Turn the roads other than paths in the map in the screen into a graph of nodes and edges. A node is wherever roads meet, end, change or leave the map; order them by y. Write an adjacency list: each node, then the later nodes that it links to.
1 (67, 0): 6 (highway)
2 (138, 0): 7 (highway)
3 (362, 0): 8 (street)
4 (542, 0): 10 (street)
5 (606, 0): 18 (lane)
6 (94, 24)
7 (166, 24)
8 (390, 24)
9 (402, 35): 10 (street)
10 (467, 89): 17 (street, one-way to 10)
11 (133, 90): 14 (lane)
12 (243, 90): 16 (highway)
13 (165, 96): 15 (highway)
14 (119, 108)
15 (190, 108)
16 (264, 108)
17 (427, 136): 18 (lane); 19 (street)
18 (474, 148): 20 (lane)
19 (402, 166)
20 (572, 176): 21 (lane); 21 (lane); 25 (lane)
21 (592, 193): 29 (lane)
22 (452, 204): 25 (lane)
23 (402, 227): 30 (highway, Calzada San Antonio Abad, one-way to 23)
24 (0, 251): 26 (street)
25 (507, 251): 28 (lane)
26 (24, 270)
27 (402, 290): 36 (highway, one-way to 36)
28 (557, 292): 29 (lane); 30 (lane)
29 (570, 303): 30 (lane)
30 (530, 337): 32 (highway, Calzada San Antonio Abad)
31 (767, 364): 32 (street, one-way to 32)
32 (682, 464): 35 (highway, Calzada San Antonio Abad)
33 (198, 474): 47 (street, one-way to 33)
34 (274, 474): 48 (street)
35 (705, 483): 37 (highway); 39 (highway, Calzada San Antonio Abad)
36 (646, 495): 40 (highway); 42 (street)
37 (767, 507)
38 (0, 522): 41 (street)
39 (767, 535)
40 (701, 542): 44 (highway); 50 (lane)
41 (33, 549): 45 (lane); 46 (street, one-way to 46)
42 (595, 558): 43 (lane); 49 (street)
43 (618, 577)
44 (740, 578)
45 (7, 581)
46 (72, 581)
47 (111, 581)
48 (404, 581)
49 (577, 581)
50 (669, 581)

************

Activity: Check each line of the entries above for the word "highway". List the ones that have it.

Output for this task:
1 (67, 0): 6 (highway)
2 (138, 0): 7 (highway)
12 (243, 90): 16 (highway)
13 (165, 96): 15 (highway)
23 (402, 227): 30 (highway, Calzada San Antonio Abad, one-way to 23)
27 (402, 290): 36 (highway, one-way to 36)
30 (530, 337): 32 (highway, Calzada San Antonio Abad)
32 (682, 464): 35 (highway, Calzada San Antonio Abad)
35 (705, 483): 37 (highway); 39 (highway, Calzada San Antonio Abad)
36 (646, 495): 40 (highway); 42 (street)
40 (701, 542): 44 (highway); 50 (lane)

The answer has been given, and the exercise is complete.